EXERCISE PROMPT — Report every line of the material that contains the string "path".
--------------------
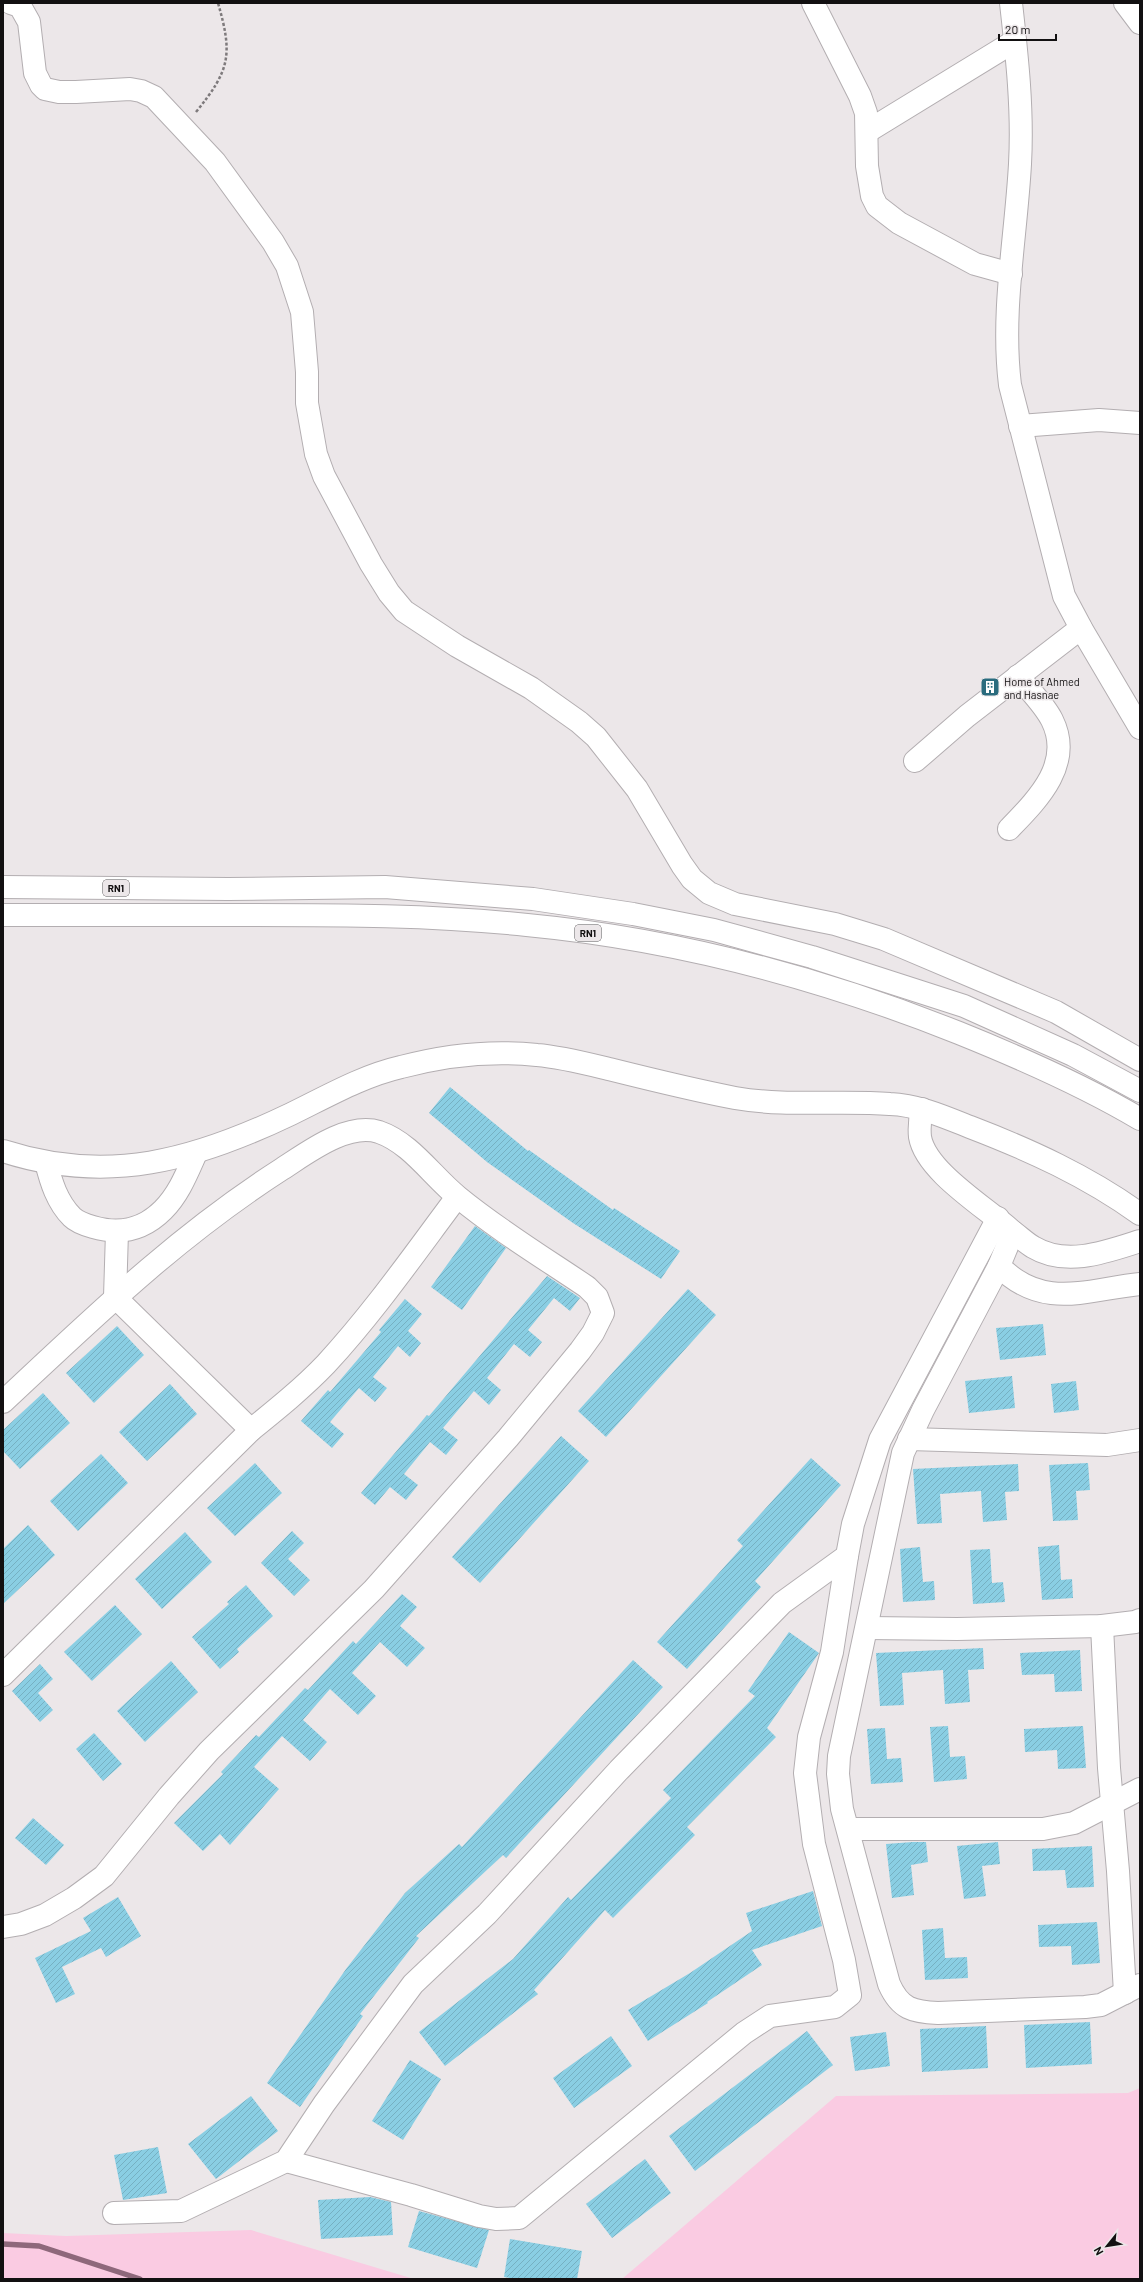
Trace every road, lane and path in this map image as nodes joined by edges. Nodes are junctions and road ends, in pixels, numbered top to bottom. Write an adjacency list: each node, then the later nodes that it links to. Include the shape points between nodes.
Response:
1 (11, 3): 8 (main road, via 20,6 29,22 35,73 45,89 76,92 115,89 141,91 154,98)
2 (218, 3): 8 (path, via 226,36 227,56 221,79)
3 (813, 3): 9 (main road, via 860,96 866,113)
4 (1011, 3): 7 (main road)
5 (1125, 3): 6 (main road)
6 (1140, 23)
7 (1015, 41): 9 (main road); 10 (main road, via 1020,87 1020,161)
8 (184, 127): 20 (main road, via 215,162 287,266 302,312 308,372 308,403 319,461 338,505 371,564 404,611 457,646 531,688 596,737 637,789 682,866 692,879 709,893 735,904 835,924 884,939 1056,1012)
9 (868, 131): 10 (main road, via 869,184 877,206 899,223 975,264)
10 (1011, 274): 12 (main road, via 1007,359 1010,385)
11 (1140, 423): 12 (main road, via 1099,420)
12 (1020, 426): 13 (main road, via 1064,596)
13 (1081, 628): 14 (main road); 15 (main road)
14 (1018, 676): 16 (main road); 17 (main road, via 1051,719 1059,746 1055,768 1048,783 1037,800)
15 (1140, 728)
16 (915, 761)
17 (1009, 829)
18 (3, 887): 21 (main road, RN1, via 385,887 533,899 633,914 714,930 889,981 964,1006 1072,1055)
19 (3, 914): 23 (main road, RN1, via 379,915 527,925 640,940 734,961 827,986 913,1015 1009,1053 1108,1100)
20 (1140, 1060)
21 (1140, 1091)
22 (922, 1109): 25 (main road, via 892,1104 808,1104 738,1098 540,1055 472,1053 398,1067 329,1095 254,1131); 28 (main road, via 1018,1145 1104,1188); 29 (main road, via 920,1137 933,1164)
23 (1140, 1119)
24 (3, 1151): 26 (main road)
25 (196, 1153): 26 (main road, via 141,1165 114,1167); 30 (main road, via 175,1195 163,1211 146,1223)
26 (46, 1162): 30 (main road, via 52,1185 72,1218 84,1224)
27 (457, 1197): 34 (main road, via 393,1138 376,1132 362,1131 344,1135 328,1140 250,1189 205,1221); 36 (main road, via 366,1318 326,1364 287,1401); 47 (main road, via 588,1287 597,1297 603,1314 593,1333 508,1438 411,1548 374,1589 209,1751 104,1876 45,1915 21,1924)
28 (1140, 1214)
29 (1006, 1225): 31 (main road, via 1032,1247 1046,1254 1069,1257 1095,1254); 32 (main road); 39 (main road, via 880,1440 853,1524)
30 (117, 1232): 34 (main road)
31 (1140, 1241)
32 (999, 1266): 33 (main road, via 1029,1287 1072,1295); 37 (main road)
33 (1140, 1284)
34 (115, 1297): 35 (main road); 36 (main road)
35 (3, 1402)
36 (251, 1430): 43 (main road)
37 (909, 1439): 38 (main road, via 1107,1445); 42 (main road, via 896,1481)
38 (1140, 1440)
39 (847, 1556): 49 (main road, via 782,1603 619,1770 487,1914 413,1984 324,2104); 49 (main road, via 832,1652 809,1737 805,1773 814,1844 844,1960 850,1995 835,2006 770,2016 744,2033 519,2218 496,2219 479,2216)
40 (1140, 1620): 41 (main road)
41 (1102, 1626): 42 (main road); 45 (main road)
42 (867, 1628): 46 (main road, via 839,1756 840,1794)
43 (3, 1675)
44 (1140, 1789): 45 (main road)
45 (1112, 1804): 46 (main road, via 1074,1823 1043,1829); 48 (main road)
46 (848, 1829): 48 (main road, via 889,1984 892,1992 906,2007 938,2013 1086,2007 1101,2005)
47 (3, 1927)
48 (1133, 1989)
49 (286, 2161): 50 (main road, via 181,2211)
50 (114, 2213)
--------------------
FINISHED TASK —
Trace every road, lane and path in this map image as nodes joined by edges. Nodes are junctions and road ends, in pixels, numbered top to bottom. Write an adjacency list: each node, then the later nodes that it links to. Include the shape points between nodes.
2 (218, 3): 8 (path, via 226,36 227,56 221,79)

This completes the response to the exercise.